Coincidentally, as I was thinking about this topic, I happened to pick up a copy of The Prophetby Kahlil Gibran. This is a book I have always found to be too soulful for its own good. Reading it feels like being force-fed organic lentil bake by an ageing crusty with ratty dreadlocks and a house full of cats.

You want to ask her why, if this is so healthy, is she three stone overweight and how can she live in a place that smells of feline pee?

The Prophetopened randomly at page 13, which is about children, and my eye was drawn to the lines: "You may strive to be like them, but seek not to make them like you. For life goes not backward nor tarries with yesterday."

Two things. Firstly, that was written in the early 20th century, so why he had to write in a Biblical voice is beyond me.
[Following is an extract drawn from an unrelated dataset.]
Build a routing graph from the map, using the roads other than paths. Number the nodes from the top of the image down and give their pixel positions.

Secondly, as usual when you look at something with disdain you find a little nugget of truth that sits in your stomach like unwanted wisdom.
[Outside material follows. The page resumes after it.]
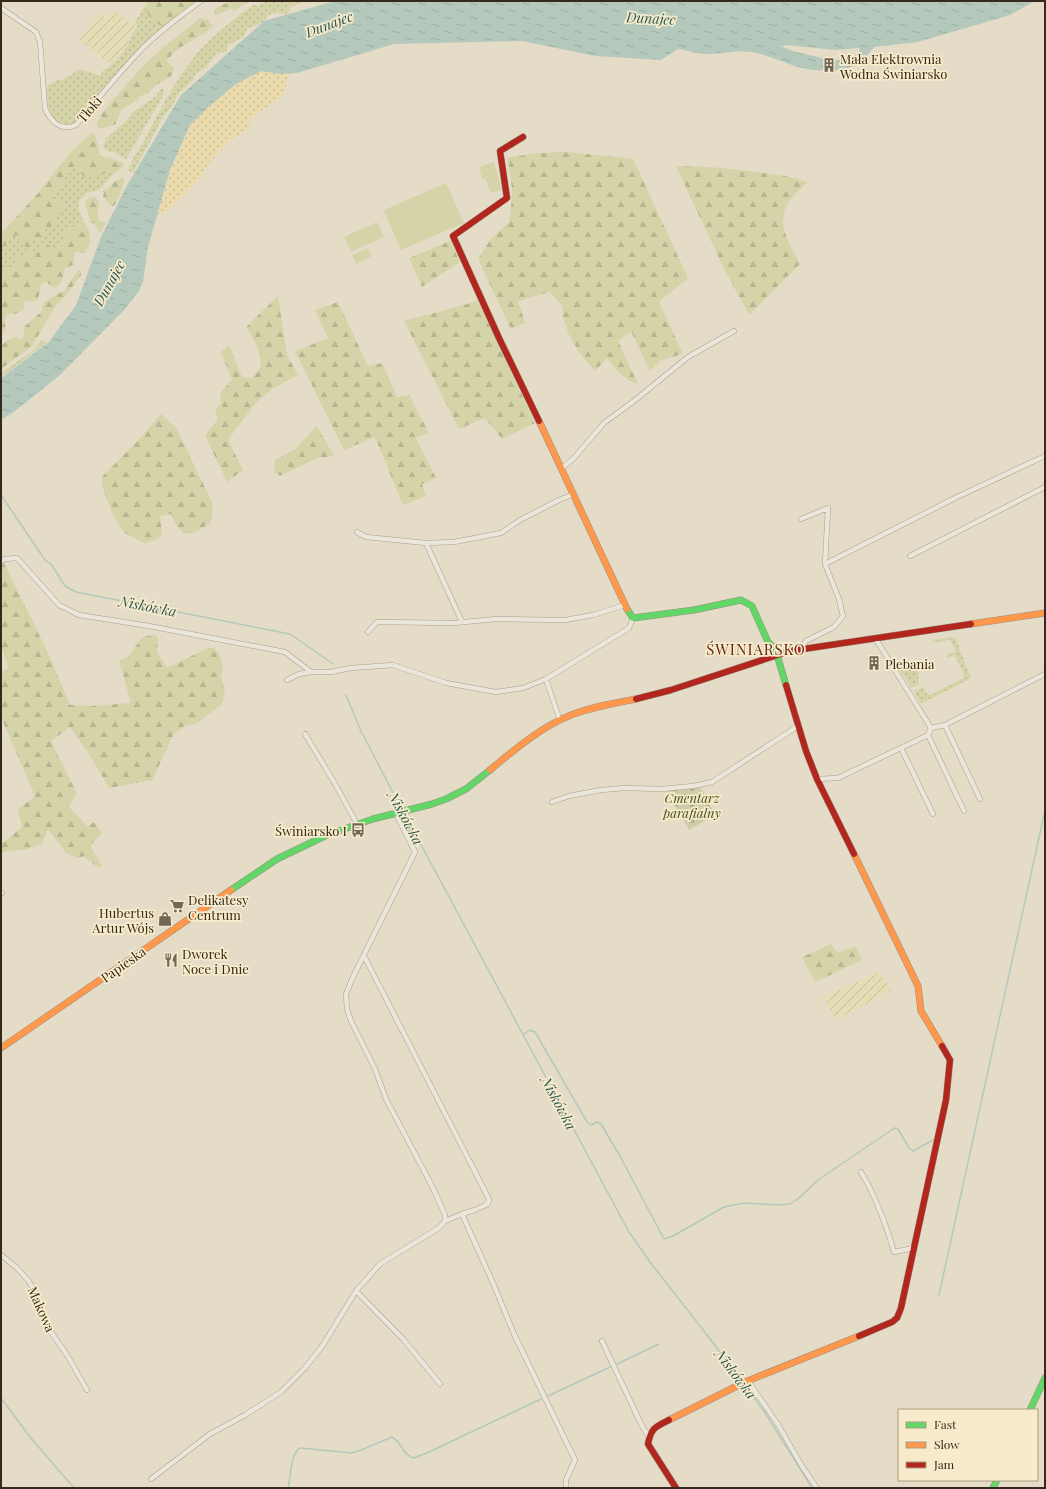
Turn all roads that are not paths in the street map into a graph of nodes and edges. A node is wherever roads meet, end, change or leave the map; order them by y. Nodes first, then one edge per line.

The elder child starts first class this week, but the younger has another year with us before she makes her entrance. I had managed to convince myself that, while I love the elder taking off for school each morning, my reservations are related to her being indoctrinated: educationally, societally and morally.

But it's not that at all. My anxiety stems from my losing the fingerholds to indoctrinate her myself, into the Church of Me. Fortunately, I have 12 further months to complete the brainwashing of her sister.

Teachers often write in report cards: "Has difficulty with authority."

They never wrote that in mine. I was sunshine and light - I believed in authority. Right up to my 20s, when my peers would question the reason for being denied anything, I would assume there was a valid and purposeful point in the powers that be creating certain rules.

At some point in my adult life that slipped. Now I question everything, to my wife's unending horror.

During the recent floods, I attempted to drive to my local Centra to buy milk. A pink-faced adolescent in a Garda uniform insisted that all traffic be siphoned in the opposite direction and, when I asked for clarification, he roared at me to "just move!"

Somewhere, in a parallel universe, I am sitting in a cell awaiting trial for GBH on that Garda. All that was required was for him to say that traffic was being diverted due to a flash flood, and that was the reason I was to spend an hour in the car in pursuit of semi-skimmed. The red mist took a couple of hours to dissolve that evening.

I try not to send the child to school with any preconceptions. I encourage her to get involved, to listen and to figure things out herself. She is cautious but questioning. She likes to know how things work, and why.

However, I have become aware that she distrusts the voice of authority and that can only be down to direct osmosis from me. Such questioning can lead to difficulty in school.

It should be encouraged, but only when it comes from the person and is not a misguided attempt to be someone else. I seek not to make her like me.

Cheers, Kahlil, you wordy git.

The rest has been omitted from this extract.